I think you should focus predominantly on getting your most enthusiastic colleagues to fill in the survey; using your huddles and briefings as a way of engaging these people. Slightly different to other years 100% completion is less important as long as you have a completion rate above 60% you will get a well- rounded view of your store.
So focus on the Colleague Engagement Index questions and less on 100% completion; let us know how it goes and please do ask us for any help and guidance!"
"You were accountable for Talkback on your region, the key colleague satisfaction metric.
You were aware that your HR partner had communicated to stores in a way that deliberately set out to manipulate the Talkback scores on your region.
You failed to take any adequate steps to rectify this serious situation.
Together, it is my belief that these demonstrate gross negligence on your part which is tantamount to Gross Misconduct."
The terms of the contract
"Gross misconduct is a breach of our standards or rules that is so serious that it can lead to summary dismissal when you are dismissed immediately without notice."
There then follows a number of examples illustrating what will constitute gross misconduct. For the most part they envisage intentional or deliberate misconduct but some of the examples, such as breach of health and safety rules, could be committed in a negligent or deliberate way. The final example in the list is
"any other serious breach of procedure or policy that leads to a loss of trust and confidence."

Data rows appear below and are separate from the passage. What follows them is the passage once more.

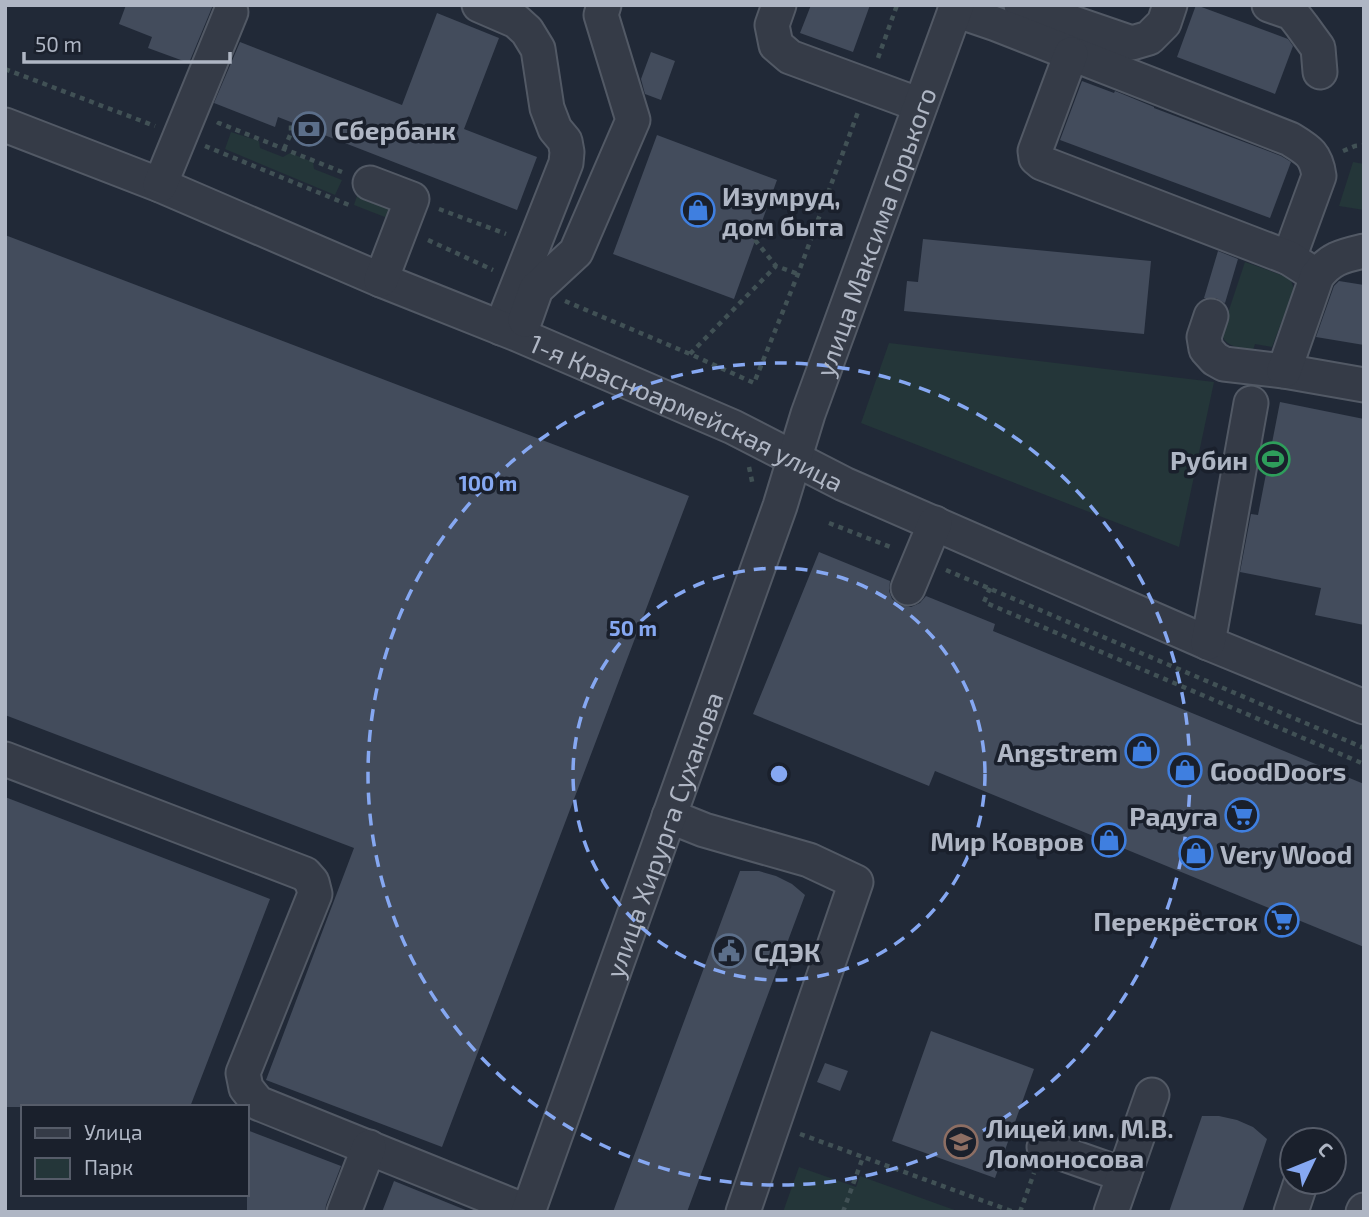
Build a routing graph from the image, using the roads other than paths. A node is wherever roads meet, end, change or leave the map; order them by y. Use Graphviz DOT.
graph roads {
  1 [pos="478,5"];
  2 [pos="604,5"];
  3 [pos="779,5"];
  4 [pos="1021,5"];
  5 [pos="1170,5"];
  6 [pos="956,8"];
  7 [pos="1285,8"];
  8 [pos="231,12"];
  9 [pos="1071,54"];
  10 [pos="1320,72"];
  11 [pos="919,105"];
  12 [pos="5,125"];
  13 [pos="370,183"];
  14 [pos="160,185"];
  15 [pos="1364,251"];
  16 [pos="1289,258"];
  17 [pos="1317,276"];
  18 [pos="381,280"];
  19 [pos="1210,316"];
  20 [pos="510,332"];
  21 [pos="1284,371"];
  22 [pos="1364,385"];
  23 [pos="1251,402"];
  24 [pos="794,458"];
  25 [pos="935,523"];
  26 [pos="913,573"];
  27 [pos="1208,643"];
  28 [pos="1364,707"];
  29 [pos="5,759"];
  30 [pos="669,816"];
  31 [pos="1152,1095"];
  32 [pos="369,1147"];
  33 [pos="1044,1147"];
  34 [pos="1124,1175"];
  35 [pos="344,1212"];
  36 [pos="528,1212"];
  37 [pos="743,1212"];
  38 [pos="1111,1212"];
  1 -- 20 [label="street"];
  2 -- 20 [label="street"];
  3 -- 11 [label="street"];
  4 -- 5 [label="street"];
  6 -- 9 [label="street"];
  6 -- 11 [label="street, улица Максима Горького"];
  7 -- 10 [label="street"];
  8 -- 14 [label="street"];
  9 -- 16 [label="street"];
  9 -- 16 [label="street"];
  11 -- 24 [label="street, улица Максима Горького"];
  12 -- 14 [label="street, 1-я Красноармейская улица"];
  13 -- 18 [label="street"];
  14 -- 18 [label="street, 1-я Красноармейская улица"];
  15 -- 17 [label="street"];
  16 -- 17 [label="street"];
  17 -- 21 [label="street"];
  18 -- 20 [label="street, 1-я Красноармейская улица"];
  19 -- 21 [label="street"];
  20 -- 24 [label="street, 1-я Красноармейская улица"];
  21 -- 22 [label="street"];
  23 -- 27 [label="street"];
  24 -- 25 [label="street, 1-я Красноармейская улица"];
  24 -- 30 [label="street, улица Хирурга Суханова"];
  25 -- 26 [label="street"];
  25 -- 27 [label="street, 1-я Красноармейская улица"];
  27 -- 28 [label="street, 1-я Красноармейская улица"];
  29 -- 32 [label="street"];
  30 -- 36 [label="street, улица Хирурга Суханова"];
  30 -- 37 [label="street"];
  31 -- 34 [label="street"];
  32 -- 35 [label="street"];
  32 -- 36 [label="street"];
  33 -- 34 [label="street"];
  34 -- 38 [label="street"];
}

62. "… He either knew or ought to have known that, first, this was breach of a core part of the defendants' operating process and philosophy. People got sacked for offending it and he knew that. Secondly, he knew or ought to have known that it had the potential to affect the integrity of the results and therefore the impact that that would have on measuring performance, comparing performance, measuring changes in performance, setting performance targets and potentially also on deployment of staff. Thirdly, even if he did not adjudge it necessary to do anything about that, he either knew or ought to have known that either or both of his and Mr Briner's managers would need to consider that in order to adjudge either to agree with and support what the claimant had done or, alternatively, decide whether any and, if so, what further measures needed to be taken.
63. In my judgment, therefore, it was or should have been obvious that this needed to be reported …"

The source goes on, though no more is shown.